How to complete this task. For the word "Opolska", find each line in the entries where it occurs and copy that line.
++++ Records supplied
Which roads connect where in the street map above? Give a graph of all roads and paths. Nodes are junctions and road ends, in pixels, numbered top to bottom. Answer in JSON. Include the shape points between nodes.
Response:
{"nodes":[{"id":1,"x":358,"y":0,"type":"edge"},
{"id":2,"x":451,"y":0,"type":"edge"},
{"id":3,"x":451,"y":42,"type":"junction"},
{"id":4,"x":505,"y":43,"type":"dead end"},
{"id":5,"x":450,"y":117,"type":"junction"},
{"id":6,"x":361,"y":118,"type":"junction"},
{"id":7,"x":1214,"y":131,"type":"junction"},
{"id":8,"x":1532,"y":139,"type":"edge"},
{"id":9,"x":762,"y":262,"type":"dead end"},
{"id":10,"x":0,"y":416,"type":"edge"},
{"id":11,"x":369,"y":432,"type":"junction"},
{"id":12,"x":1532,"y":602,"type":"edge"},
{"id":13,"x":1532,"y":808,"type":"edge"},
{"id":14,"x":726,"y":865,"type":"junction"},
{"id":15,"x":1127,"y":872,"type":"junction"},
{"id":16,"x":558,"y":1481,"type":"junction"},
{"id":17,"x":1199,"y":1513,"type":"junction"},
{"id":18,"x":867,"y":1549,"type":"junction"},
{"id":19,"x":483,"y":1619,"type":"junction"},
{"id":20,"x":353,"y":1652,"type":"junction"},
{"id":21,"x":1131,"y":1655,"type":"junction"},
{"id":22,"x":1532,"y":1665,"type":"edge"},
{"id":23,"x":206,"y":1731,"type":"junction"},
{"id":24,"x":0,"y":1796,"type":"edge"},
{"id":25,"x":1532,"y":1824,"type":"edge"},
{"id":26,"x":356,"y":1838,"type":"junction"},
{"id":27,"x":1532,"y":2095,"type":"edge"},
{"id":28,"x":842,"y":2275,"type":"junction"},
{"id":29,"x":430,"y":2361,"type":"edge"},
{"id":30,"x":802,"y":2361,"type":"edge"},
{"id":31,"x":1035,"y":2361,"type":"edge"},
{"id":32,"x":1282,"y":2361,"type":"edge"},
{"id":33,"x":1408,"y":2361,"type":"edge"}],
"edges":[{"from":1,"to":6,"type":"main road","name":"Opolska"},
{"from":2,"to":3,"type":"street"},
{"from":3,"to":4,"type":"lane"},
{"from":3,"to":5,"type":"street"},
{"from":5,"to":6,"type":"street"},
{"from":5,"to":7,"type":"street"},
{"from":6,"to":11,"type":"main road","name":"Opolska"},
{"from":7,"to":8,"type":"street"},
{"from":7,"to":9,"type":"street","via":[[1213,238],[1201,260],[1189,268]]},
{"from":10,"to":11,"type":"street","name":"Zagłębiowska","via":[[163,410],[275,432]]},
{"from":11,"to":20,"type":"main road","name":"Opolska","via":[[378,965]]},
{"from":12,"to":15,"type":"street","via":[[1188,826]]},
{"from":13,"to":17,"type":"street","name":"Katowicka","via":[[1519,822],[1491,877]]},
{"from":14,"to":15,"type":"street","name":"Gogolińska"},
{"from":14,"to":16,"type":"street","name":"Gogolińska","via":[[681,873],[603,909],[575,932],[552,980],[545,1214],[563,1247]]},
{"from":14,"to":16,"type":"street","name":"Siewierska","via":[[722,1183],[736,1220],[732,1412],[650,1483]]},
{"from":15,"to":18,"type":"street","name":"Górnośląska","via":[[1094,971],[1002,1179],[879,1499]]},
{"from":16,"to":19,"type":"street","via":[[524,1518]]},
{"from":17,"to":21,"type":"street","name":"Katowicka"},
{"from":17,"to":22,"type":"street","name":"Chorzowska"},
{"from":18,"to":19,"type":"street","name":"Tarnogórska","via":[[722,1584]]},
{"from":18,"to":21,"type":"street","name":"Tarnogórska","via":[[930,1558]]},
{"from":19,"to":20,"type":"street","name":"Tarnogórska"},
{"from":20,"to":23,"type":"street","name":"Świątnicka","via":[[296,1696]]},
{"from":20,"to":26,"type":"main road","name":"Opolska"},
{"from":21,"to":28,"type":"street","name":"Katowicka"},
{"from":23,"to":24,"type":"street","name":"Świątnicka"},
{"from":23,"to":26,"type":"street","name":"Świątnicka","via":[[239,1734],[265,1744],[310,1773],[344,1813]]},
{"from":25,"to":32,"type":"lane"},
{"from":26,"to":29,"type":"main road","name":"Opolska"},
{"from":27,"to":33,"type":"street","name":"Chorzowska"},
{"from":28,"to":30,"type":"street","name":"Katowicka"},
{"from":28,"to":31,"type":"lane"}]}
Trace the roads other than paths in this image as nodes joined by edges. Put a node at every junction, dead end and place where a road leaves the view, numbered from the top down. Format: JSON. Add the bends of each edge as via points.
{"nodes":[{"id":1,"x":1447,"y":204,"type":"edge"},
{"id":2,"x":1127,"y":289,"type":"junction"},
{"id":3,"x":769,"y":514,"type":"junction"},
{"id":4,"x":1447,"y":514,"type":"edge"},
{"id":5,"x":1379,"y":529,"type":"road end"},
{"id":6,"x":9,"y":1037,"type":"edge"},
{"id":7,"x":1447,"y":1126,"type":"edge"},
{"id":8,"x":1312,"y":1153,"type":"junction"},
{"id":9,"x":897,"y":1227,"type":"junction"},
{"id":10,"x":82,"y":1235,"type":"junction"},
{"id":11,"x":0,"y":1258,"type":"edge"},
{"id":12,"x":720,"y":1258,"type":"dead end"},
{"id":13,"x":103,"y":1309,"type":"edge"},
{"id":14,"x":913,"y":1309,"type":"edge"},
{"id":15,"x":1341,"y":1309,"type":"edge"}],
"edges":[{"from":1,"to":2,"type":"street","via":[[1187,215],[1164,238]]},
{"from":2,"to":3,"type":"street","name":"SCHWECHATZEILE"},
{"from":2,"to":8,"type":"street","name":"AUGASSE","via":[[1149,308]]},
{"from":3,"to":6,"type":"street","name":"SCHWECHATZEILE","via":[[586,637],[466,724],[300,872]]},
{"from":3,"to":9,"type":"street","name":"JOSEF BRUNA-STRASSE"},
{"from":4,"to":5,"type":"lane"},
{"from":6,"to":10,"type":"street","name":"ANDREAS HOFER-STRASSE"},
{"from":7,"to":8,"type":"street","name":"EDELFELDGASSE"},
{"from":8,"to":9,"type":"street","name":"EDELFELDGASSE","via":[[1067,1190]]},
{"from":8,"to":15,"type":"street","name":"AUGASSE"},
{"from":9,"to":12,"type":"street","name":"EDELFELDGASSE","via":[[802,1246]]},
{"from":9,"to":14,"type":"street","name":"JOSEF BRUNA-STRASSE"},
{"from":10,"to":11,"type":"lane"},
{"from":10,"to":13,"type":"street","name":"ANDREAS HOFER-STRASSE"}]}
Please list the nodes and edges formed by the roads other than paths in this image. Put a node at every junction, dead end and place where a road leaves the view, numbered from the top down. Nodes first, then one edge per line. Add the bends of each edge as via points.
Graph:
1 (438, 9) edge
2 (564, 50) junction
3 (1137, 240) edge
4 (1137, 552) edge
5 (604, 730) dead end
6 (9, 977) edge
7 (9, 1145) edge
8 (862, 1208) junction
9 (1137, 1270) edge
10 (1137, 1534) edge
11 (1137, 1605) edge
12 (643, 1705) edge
++++++++
Solution for this exercise.
"edges":[{"from":1,"to":6,"type":"main road","name":"Opolska"},
{"from":6,"to":11,"type":"main road","name":"Opolska"},
{"from":11,"to":20,"type":"main road","name":"Opolska","via":[[378,965]]},
{"from":20,"to":26,"type":"main road","name":"Opolska"},
{"from":26,"to":29,"type":"main road","name":"Opolska"},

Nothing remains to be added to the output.